48.先輩の察し、寄り添い
昼食を終え、弁当箱をバッグにしまいながら黒沢たちに声をかけた。
「ちょっと、パート練の部屋で自主練してくる!」
楽器と譜面、それに小物を持って音楽室を出た。
いつものパート練習の部屋に一人。
音源はなんとなく聞いていたから、メロディはわかる。
でも、いざ吹こうとすると、ものすごく高い壁を感じる。
最初のメロディ。
二分音符に装飾音符が二つついている。
それだけで手こずる。
あの先輩たちは、易々と吹いていた。
変人なのだろうか。
この音の高低差……。
俺なんて、かえるの歌ときらきら星だけで手いっぱいだったのに。
ここまで来たら、やるしかない。
何が何だかわからなくても、とにかく音源や先輩たちの合奏通りに
吹けるようになろう。
でも、音は割れる。
息は切れる。
音になる前にブフォッという汚い音が出る。
息継ぎができない。
口が痛い。
歯が痛い。
顎も頬も痛い。
何より、時間がない……。
あと十五分しかないのに……。
ガラッと教室の戸が開いた。
のぞみ先輩、絵馬先輩、白川先輩だ。
白川先輩が俺の顔を見て、言った。
「泣いてる……。」
その瞬間、涙がどっとあふれてきた。
白川「うわー、ごめん!別に責めるとか、からかうつもりじゃなかったんだよ!」
のぞみ「しーらーかーわー!言葉!」
絵馬「たくみんのこと気になって、時間ちょっとあるから合わせようか、
ってみんなで楽器持ってきたんだけど……休憩しようか。
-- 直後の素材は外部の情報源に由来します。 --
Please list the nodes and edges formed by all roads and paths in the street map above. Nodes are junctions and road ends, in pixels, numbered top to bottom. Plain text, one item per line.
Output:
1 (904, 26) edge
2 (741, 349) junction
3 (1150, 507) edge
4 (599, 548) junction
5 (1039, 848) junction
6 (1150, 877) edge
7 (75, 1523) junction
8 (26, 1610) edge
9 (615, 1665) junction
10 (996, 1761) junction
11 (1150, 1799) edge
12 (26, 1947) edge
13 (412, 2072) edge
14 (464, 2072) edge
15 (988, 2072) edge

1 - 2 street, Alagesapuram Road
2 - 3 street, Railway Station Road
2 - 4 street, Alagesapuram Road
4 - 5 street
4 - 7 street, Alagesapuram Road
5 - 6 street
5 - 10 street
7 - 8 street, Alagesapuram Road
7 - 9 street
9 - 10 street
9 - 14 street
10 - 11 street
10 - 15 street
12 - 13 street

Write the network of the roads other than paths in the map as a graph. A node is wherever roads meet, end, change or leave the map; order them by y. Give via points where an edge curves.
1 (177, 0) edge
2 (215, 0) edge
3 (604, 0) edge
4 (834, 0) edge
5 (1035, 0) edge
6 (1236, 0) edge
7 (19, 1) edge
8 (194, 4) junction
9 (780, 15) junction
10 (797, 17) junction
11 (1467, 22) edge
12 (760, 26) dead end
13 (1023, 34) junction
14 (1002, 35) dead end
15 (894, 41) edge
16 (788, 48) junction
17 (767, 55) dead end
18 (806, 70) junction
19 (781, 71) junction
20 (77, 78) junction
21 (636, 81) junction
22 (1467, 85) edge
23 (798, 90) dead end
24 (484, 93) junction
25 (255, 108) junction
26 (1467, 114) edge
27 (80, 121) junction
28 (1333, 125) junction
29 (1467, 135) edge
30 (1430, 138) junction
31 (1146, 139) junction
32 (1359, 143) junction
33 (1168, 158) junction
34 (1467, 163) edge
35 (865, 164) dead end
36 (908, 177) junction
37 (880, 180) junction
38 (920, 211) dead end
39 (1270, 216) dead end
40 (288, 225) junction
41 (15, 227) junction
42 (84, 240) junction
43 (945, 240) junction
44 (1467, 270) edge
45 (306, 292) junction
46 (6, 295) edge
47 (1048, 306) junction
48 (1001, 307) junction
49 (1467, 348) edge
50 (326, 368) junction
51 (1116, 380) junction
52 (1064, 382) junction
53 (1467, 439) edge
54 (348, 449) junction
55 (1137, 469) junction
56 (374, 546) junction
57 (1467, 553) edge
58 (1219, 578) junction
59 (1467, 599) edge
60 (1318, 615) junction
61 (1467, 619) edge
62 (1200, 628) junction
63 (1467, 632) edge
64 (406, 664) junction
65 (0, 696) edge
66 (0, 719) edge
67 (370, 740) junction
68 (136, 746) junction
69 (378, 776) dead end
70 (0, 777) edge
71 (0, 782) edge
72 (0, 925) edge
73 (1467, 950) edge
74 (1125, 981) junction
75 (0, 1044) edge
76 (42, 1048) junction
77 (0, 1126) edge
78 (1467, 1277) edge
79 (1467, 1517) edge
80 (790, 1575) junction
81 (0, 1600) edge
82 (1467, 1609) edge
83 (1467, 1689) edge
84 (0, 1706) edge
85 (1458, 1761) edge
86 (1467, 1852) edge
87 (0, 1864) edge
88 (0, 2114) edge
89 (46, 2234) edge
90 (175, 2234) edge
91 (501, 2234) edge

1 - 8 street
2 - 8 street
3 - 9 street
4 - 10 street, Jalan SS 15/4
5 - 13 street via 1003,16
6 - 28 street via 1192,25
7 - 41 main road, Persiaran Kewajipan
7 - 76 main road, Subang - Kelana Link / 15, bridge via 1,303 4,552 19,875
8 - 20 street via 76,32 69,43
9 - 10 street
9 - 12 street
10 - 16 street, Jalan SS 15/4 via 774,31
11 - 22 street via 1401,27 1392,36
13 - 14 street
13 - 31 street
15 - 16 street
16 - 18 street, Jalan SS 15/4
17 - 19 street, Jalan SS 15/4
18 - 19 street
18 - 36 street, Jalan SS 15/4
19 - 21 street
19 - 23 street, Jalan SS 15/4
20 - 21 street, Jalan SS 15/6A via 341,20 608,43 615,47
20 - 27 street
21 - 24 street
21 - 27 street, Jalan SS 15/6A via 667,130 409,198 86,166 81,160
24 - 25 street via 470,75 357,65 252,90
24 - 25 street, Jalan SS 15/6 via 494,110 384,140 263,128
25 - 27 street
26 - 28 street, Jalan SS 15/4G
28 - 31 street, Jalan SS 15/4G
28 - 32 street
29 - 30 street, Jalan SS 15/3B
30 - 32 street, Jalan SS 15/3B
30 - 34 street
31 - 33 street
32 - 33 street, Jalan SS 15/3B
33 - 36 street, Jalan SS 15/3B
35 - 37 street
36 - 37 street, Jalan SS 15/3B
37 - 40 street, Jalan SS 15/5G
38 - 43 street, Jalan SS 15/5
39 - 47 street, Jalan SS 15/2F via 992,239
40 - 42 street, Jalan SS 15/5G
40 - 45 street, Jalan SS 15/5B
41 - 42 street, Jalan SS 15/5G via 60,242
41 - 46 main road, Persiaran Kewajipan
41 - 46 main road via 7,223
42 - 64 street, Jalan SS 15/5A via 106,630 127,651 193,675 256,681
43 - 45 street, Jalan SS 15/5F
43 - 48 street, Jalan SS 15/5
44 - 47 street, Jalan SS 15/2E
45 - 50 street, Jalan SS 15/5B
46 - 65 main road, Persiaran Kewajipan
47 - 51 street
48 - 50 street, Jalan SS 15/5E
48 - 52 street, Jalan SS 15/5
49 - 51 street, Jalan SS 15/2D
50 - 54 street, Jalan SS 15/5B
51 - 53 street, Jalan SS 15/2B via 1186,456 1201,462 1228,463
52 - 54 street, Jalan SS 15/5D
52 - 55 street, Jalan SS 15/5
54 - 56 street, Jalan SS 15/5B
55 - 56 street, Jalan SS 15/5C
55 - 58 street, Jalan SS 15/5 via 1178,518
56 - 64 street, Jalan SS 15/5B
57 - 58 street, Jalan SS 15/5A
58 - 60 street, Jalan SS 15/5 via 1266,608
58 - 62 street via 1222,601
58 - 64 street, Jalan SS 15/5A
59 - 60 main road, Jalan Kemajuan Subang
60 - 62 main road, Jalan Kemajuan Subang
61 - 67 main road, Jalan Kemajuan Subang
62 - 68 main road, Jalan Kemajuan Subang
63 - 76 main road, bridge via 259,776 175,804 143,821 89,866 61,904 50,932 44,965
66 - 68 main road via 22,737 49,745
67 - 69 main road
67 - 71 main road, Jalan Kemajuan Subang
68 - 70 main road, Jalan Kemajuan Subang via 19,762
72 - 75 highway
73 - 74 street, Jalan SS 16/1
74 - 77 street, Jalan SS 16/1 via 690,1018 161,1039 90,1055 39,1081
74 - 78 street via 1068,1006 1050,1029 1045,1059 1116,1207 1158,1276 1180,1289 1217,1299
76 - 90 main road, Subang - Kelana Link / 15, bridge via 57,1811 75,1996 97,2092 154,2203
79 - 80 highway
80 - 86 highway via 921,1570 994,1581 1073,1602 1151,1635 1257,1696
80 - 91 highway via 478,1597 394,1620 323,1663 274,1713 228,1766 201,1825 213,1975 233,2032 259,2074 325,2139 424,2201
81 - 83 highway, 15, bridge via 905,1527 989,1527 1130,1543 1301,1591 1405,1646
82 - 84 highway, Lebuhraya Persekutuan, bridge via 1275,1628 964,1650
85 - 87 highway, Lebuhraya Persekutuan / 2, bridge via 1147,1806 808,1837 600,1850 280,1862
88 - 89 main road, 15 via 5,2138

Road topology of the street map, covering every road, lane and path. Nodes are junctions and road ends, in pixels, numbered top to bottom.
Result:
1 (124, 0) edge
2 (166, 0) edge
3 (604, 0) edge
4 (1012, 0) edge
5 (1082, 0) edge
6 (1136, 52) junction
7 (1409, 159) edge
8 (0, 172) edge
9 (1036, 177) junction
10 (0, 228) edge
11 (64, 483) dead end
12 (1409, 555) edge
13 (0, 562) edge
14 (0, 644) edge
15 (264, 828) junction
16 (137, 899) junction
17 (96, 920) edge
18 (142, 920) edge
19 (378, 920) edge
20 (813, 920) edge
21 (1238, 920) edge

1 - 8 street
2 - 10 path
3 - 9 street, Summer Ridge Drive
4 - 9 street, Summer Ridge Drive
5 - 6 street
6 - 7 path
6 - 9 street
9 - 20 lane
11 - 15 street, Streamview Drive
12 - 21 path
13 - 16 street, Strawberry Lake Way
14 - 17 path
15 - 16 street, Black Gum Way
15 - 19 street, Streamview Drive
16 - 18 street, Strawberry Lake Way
ね。」
……こんなことで泣いてたんじゃ、小学生みたいでかっこ悪いよな……。
白川先輩は言った。
「ごめんて!音が曇って聞こえたから、行き詰まってると思って……。
ホルンの二人と話して来てみたんだ。」
え?
音でわかるの?
俺は驚いて、白川先輩の顔を見た。
「内田先生の無茶ぶりの後に、俺、プレッシャーかけてしまったかな、
って思って心配になって……。」
さらに涙が出た。
嬉しくて。
白川「うーわー!ほんと、ごめんて!」
のぞみ「しーらーかーわー!あんた顔怖いのに、言うことまで怖いって何なの!
せっかく入ってくれた後輩が逃げたらどうしてくれんのよ!」
絵馬「たくみん、ごめんね。この人、普段ぼーっとしている人で、
なんか言葉が足りないんだよね。
あとでみっちり注意しておくから、気にしないで。
まずは今日、自由曲の演奏に参加してみよう。
課題が見つかったらパート練で、どうしたらできるようになるか考えるから安心して。」
俺は誤解を解きたくて、泣いてしまいながらも、必死に言った。
「違うんです!
できなくて悩んで、どうしたらいいのかわからなくて……。
それをわかってくれる人がいた、っていうだけで安心して……。」
先輩三人は、ぽかんとした顔をした後、笑顔になった。
そして、白川先輩が言った。
「よし、合奏だ。音楽室に戻るぞ。」
その言葉にホルンの三人がついていき、教室を出て音楽室へ向かった。